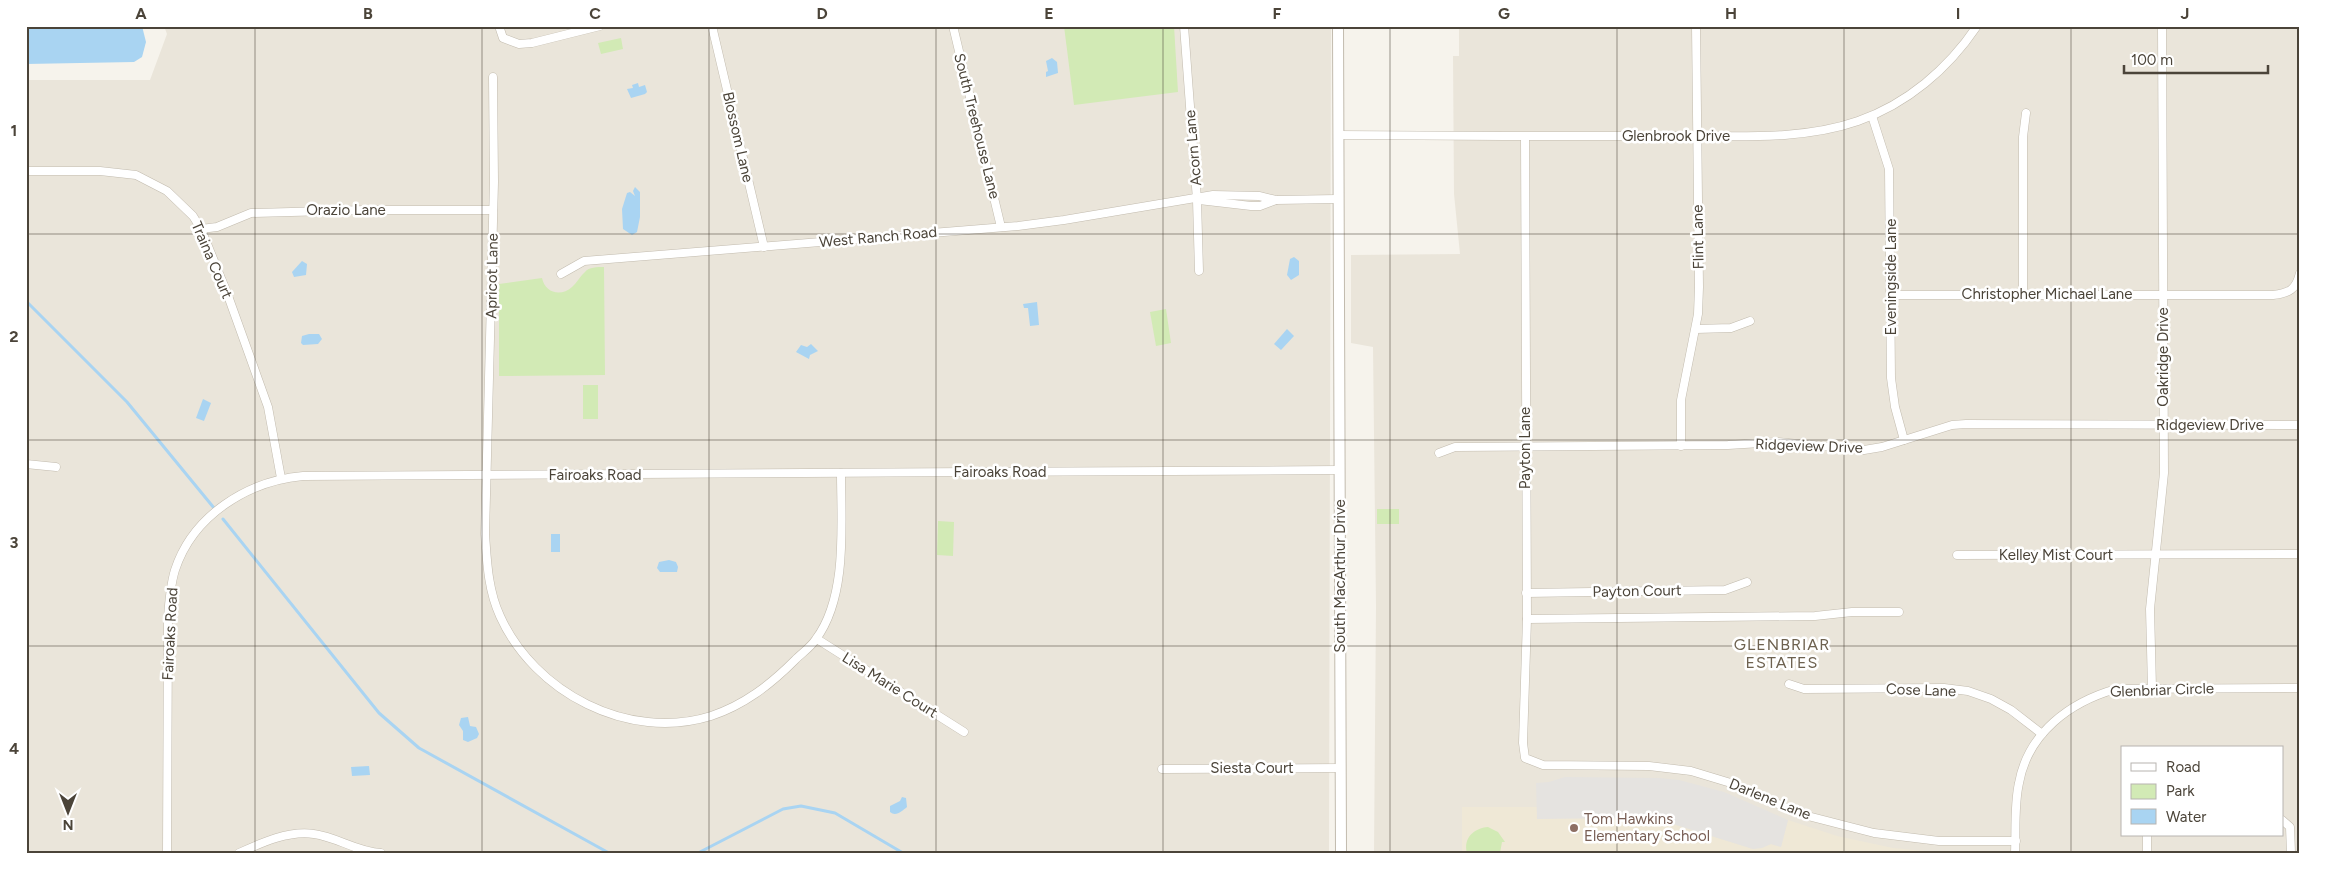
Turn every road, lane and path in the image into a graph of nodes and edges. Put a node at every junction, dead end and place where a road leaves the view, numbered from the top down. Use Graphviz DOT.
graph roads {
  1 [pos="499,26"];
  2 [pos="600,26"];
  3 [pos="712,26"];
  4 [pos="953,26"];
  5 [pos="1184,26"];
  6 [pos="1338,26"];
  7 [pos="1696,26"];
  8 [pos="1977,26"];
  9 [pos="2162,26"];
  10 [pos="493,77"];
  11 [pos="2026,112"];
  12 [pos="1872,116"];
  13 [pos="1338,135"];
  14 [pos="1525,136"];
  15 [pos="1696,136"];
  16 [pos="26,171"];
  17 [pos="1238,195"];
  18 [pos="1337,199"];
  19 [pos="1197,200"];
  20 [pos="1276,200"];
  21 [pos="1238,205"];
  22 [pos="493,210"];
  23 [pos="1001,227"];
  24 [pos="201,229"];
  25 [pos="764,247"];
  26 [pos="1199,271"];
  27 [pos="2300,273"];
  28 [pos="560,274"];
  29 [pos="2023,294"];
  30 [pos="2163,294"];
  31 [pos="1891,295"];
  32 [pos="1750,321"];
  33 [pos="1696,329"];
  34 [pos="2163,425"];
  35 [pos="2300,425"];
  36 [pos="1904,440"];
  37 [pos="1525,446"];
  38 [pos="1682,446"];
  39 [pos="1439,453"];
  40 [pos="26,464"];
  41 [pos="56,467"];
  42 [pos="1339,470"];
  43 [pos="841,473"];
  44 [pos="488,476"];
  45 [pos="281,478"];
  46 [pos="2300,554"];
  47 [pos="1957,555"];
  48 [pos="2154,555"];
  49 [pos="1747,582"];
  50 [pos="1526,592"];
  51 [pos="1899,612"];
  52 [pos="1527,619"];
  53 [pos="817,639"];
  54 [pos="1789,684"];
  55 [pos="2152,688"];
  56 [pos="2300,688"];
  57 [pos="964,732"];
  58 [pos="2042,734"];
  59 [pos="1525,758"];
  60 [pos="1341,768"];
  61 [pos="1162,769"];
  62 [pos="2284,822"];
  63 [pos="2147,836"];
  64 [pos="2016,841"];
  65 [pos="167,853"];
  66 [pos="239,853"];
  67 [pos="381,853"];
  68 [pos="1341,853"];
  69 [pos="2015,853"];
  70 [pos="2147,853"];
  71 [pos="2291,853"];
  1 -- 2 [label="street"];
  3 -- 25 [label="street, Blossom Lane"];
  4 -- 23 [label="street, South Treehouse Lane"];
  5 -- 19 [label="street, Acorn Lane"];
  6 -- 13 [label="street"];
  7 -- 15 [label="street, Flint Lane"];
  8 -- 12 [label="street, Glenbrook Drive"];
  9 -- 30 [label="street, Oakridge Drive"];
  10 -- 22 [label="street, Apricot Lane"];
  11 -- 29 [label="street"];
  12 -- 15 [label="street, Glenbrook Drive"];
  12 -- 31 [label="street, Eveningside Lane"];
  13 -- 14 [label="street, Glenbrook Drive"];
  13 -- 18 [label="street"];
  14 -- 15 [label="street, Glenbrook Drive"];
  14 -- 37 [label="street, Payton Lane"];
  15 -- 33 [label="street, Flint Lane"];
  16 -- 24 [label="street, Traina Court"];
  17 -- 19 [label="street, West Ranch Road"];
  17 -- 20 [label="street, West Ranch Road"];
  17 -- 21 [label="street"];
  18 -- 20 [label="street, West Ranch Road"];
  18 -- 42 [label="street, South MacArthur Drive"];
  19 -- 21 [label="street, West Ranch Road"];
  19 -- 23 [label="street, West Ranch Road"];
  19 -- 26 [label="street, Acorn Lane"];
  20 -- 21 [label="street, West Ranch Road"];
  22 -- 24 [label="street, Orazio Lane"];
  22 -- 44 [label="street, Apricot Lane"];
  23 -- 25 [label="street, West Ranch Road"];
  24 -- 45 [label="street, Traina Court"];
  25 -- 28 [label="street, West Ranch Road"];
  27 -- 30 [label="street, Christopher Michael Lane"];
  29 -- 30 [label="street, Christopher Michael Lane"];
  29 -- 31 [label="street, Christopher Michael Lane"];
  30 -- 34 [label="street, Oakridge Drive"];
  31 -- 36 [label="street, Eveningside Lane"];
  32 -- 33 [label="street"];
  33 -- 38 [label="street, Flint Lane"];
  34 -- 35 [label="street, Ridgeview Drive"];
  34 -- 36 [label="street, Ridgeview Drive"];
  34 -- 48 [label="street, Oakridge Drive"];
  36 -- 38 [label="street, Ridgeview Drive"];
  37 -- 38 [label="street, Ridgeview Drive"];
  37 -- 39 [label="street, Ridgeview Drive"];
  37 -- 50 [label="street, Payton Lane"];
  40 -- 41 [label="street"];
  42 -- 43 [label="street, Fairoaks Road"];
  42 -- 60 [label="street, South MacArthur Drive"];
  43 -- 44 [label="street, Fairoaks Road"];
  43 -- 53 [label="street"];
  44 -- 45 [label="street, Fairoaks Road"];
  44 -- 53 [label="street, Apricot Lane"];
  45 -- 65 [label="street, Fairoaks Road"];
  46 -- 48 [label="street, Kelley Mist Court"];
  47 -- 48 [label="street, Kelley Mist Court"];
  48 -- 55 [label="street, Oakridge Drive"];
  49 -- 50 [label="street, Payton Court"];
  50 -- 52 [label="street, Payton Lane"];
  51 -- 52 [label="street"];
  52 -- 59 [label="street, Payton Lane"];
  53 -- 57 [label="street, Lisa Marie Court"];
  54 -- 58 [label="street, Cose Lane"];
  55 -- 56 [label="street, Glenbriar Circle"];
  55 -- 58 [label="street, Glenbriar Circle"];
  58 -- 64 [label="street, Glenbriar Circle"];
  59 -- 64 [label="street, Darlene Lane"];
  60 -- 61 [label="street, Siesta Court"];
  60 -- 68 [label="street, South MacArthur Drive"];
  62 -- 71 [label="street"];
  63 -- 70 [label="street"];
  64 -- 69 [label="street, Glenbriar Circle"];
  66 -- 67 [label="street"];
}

---

* [Exercise brief]:
Set down the lines of the records above exactly, apart from the pictures.

* [Solution to the exercise]:
Turn every road, lane and path in the image into a graph of nodes and edges. Put a node at every junction, dead end and place where a road leaves the view, numbered from the top down. Use Graphviz DOT.
graph roads {
  1 [pos="499,26"];
  2 [pos="600,26"];
  3 [pos="712,26"];
  4 [pos="953,26"];
  5 [pos="1184,26"];
  6 [pos="1338,26"];
  7 [pos="1696,26"];
  8 [pos="1977,26"];
  9 [pos="2162,26"];
  10 [pos="493,77"];
  11 [pos="2026,112"];
  12 [pos="1872,116"];
  13 [pos="1338,135"];
  14 [pos="1525,136"];
  15 [pos="1696,136"];
  16 [pos="26,171"];
  17 [pos="1238,195"];
  18 [pos="1337,199"];
  19 [pos="1197,200"];
  20 [pos="1276,200"];
  21 [pos="1238,205"];
  22 [pos="493,210"];
  23 [pos="1001,227"];
  24 [pos="201,229"];
  25 [pos="764,247"];
  26 [pos="1199,271"];
  27 [pos="2300,273"];
  28 [pos="560,274"];
  29 [pos="2023,294"];
  30 [pos="2163,294"];
  31 [pos="1891,295"];
  32 [pos="1750,321"];
  33 [pos="1696,329"];
  34 [pos="2163,425"];
  35 [pos="2300,425"];
  36 [pos="1904,440"];
  37 [pos="1525,446"];
  38 [pos="1682,446"];
  39 [pos="1439,453"];
  40 [pos="26,464"];
  41 [pos="56,467"];
  42 [pos="1339,470"];
  43 [pos="841,473"];
  44 [pos="488,476"];
  45 [pos="281,478"];
  46 [pos="2300,554"];
  47 [pos="1957,555"];
  48 [pos="2154,555"];
  49 [pos="1747,582"];
  50 [pos="1526,592"];
  51 [pos="1899,612"];
  52 [pos="1527,619"];
  53 [pos="817,639"];
  54 [pos="1789,684"];
  55 [pos="2152,688"];
  56 [pos="2300,688"];
  57 [pos="964,732"];
  58 [pos="2042,734"];
  59 [pos="1525,758"];
  60 [pos="1341,768"];
  61 [pos="1162,769"];
  62 [pos="2284,822"];
  63 [pos="2147,836"];
  64 [pos="2016,841"];
  65 [pos="167,853"];
  66 [pos="239,853"];
  67 [pos="381,853"];
  68 [pos="1341,853"];
  69 [pos="2015,853"];
  70 [pos="2147,853"];
  71 [pos="2291,853"];
  1 -- 2 [label="street"];
  3 -- 25 [label="street, Blossom Lane"];
  4 -- 23 [label="street, South Treehouse Lane"];
  5 -- 19 [label="street, Acorn Lane"];
  6 -- 13 [label="street"];
  7 -- 15 [label="street, Flint Lane"];
  8 -- 12 [label="street, Glenbrook Drive"];
  9 -- 30 [label="street, Oakridge Drive"];
  10 -- 22 [label="street, Apricot Lane"];
  11 -- 29 [label="street"];
  12 -- 15 [label="street, Glenbrook Drive"];
  12 -- 31 [label="street, Eveningside Lane"];
  13 -- 14 [label="street, Glenbrook Drive"];
  13 -- 18 [label="street"];
  14 -- 15 [label="street, Glenbrook Drive"];
  14 -- 37 [label="street, Payton Lane"];
  15 -- 33 [label="street, Flint Lane"];
  16 -- 24 [label="street, Traina Court"];
  17 -- 19 [label="street, West Ranch Road"];
  17 -- 20 [label="street, West Ranch Road"];
  17 -- 21 [label="street"];
  18 -- 20 [label="street, West Ranch Road"];
  18 -- 42 [label="street, South MacArthur Drive"];
  19 -- 21 [label="street, West Ranch Road"];
  19 -- 23 [label="street, West Ranch Road"];
  19 -- 26 [label="street, Acorn Lane"];
  20 -- 21 [label="street, West Ranch Road"];
  22 -- 24 [label="street, Orazio Lane"];
  22 -- 44 [label="street, Apricot Lane"];
  23 -- 25 [label="street, West Ranch Road"];
  24 -- 45 [label="street, Traina Court"];
  25 -- 28 [label="street, West Ranch Road"];
  27 -- 30 [label="street, Christopher Michael Lane"];
  29 -- 30 [label="street, Christopher Michael Lane"];
  29 -- 31 [label="street, Christopher Michael Lane"];
  30 -- 34 [label="street, Oakridge Drive"];
  31 -- 36 [label="street, Eveningside Lane"];
  32 -- 33 [label="street"];
  33 -- 38 [label="street, Flint Lane"];
  34 -- 35 [label="street, Ridgeview Drive"];
  34 -- 36 [label="street, Ridgeview Drive"];
  34 -- 48 [label="street, Oakridge Drive"];
  36 -- 38 [label="street, Ridgeview Drive"];
  37 -- 38 [label="street, Ridgeview Drive"];
  37 -- 39 [label="street, Ridgeview Drive"];
  37 -- 50 [label="street, Payton Lane"];
  40 -- 41 [label="street"];
  42 -- 43 [label="street, Fairoaks Road"];
  42 -- 60 [label="street, South MacArthur Drive"];
  43 -- 44 [label="street, Fairoaks Road"];
  43 -- 53 [label="street"];
  44 -- 45 [label="street, Fairoaks Road"];
  44 -- 53 [label="street, Apricot Lane"];
  45 -- 65 [label="street, Fairoaks Road"];
  46 -- 48 [label="street, Kelley Mist Court"];
  47 -- 48 [label="street, Kelley Mist Court"];
  48 -- 55 [label="street, Oakridge Drive"];
  49 -- 50 [label="street, Payton Court"];
  50 -- 52 [label="street, Payton Lane"];
  51 -- 52 [label="street"];
  52 -- 59 [label="street, Payton Lane"];
  53 -- 57 [label="street, Lisa Marie Court"];
  54 -- 58 [label="street, Cose Lane"];
  55 -- 56 [label="street, Glenbriar Circle"];
  55 -- 58 [label="street, Glenbriar Circle"];
  58 -- 64 [label="street, Glenbriar Circle"];
  59 -- 64 [label="street, Darlene Lane"];
  60 -- 61 [label="street, Siesta Court"];
  60 -- 68 [label="street, South MacArthur Drive"];
  62 -- 71 [label="street"];
  63 -- 70 [label="street"];
  64 -- 69 [label="street, Glenbriar Circle"];
  66 -- 67 [label="street"];
}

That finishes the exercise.